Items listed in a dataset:
----

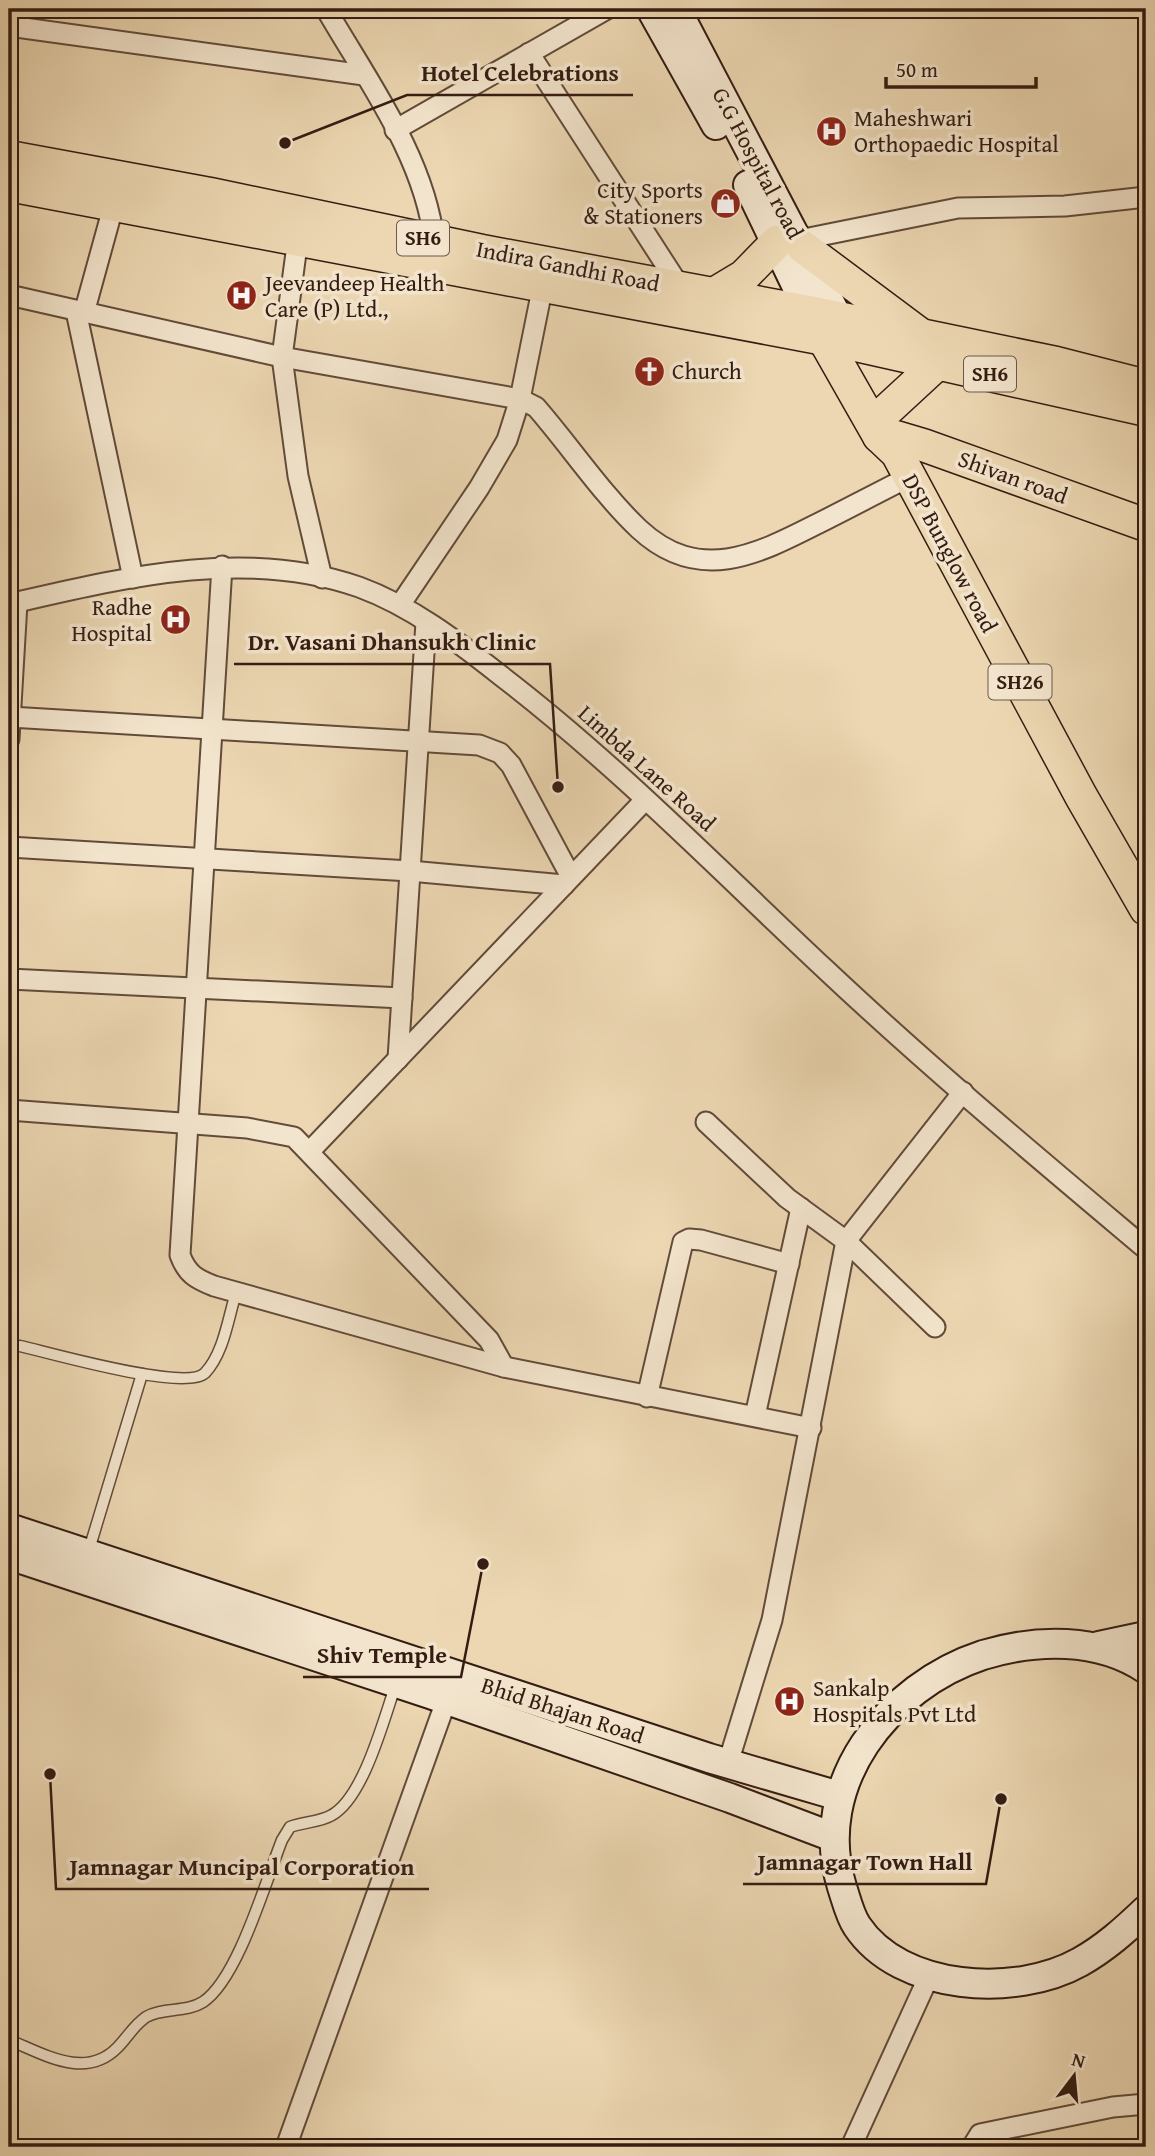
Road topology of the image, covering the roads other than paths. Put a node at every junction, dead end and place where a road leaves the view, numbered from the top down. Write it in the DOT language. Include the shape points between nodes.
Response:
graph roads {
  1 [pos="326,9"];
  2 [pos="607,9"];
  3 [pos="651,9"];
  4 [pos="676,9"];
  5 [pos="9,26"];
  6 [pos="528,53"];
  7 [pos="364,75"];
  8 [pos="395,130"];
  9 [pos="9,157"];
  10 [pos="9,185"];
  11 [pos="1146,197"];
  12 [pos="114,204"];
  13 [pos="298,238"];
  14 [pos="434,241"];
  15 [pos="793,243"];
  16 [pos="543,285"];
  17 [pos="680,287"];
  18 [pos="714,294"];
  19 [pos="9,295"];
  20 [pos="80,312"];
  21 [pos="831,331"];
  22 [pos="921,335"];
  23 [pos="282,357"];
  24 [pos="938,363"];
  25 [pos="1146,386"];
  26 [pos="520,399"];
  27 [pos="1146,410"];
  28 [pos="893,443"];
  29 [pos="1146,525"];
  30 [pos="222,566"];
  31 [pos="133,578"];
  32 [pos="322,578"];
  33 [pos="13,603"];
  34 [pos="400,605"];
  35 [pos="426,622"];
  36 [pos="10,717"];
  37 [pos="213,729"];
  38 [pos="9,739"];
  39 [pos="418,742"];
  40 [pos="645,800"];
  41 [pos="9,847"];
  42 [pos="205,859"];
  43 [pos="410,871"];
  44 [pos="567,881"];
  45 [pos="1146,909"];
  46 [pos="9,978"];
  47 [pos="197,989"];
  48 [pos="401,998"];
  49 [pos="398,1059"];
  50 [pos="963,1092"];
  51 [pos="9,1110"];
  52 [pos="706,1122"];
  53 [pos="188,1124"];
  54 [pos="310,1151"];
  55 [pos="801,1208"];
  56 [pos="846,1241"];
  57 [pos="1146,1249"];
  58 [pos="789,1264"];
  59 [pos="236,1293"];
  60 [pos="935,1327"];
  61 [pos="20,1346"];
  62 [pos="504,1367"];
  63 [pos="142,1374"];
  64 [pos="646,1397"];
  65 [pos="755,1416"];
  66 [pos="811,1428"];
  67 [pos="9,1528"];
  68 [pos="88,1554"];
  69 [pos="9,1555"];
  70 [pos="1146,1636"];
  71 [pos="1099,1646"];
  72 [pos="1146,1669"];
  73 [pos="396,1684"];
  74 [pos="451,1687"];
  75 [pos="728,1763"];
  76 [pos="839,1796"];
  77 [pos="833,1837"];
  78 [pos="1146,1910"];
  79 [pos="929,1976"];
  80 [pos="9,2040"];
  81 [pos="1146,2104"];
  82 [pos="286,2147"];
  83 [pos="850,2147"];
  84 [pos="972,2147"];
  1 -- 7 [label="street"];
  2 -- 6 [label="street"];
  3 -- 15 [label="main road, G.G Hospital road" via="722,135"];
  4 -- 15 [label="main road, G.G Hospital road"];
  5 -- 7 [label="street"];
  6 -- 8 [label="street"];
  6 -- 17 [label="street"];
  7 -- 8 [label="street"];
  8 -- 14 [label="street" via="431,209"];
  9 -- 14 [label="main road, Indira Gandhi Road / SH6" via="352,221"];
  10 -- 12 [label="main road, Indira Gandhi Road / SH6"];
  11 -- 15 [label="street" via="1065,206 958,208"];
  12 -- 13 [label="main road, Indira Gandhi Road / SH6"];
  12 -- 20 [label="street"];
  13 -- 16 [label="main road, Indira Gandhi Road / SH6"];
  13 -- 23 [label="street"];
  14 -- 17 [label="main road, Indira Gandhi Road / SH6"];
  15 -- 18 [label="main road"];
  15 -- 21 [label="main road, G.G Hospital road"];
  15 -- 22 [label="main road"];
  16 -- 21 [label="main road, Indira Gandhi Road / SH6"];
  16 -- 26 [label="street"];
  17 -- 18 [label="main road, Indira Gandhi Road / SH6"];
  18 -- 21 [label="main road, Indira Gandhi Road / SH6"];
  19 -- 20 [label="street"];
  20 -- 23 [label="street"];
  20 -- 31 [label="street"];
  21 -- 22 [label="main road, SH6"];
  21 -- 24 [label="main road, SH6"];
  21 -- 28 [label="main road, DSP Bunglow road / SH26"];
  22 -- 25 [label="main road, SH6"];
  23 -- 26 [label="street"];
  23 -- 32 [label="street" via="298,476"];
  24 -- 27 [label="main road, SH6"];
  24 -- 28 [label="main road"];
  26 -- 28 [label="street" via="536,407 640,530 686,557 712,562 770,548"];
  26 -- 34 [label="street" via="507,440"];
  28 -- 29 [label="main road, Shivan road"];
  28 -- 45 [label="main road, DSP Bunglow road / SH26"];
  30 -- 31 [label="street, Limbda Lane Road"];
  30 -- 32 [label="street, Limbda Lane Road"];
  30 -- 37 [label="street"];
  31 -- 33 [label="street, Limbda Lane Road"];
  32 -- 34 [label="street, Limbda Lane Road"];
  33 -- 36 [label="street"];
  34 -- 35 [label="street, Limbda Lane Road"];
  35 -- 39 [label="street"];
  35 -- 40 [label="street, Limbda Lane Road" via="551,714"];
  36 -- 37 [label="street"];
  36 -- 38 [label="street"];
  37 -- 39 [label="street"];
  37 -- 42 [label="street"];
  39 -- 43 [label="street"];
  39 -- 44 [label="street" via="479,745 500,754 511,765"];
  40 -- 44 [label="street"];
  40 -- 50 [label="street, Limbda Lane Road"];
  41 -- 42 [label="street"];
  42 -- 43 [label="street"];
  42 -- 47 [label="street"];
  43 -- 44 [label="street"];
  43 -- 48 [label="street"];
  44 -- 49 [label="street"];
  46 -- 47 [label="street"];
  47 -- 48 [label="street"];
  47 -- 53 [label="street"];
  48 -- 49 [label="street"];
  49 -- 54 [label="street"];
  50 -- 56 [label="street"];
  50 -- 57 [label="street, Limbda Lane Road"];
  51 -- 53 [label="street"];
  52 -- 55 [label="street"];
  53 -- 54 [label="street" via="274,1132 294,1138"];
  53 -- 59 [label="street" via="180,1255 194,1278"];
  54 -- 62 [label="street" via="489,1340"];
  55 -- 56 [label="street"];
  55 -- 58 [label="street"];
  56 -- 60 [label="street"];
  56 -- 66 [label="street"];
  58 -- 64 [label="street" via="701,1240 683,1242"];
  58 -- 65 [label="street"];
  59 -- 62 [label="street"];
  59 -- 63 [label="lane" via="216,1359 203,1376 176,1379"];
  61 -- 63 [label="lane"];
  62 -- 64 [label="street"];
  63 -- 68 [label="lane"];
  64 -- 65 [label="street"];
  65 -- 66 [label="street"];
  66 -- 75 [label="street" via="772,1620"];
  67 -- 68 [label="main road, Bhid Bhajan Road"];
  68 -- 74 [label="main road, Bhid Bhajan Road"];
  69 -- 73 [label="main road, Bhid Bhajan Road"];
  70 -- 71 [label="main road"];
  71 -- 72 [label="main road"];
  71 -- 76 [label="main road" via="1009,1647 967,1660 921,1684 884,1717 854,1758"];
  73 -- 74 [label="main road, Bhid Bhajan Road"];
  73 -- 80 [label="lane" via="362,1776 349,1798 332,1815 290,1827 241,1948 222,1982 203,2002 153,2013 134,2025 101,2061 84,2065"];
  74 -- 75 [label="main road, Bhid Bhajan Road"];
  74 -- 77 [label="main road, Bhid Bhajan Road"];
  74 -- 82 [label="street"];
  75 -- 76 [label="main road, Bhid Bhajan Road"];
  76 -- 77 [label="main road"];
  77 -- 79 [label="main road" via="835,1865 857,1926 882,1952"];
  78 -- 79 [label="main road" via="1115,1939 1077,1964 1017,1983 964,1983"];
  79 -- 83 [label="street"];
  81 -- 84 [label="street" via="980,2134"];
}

----

▶ _PROBLEM REQUIREMENTS_
What lines in the data hold the word "Limbda"? Return them.

▶ _FINISHED TASK_
  30 -- 31 [label="street, Limbda Lane Road"];
  30 -- 32 [label="street, Limbda Lane Road"];
  31 -- 33 [label="street, Limbda Lane Road"];
  32 -- 34 [label="street, Limbda Lane Road"];
  34 -- 35 [label="street, Limbda Lane Road"];
  35 -- 40 [label="street, Limbda Lane Road" via="551,714"];
  40 -- 50 [label="street, Limbda Lane Road"];
  50 -- 57 [label="street, Limbda Lane Road"];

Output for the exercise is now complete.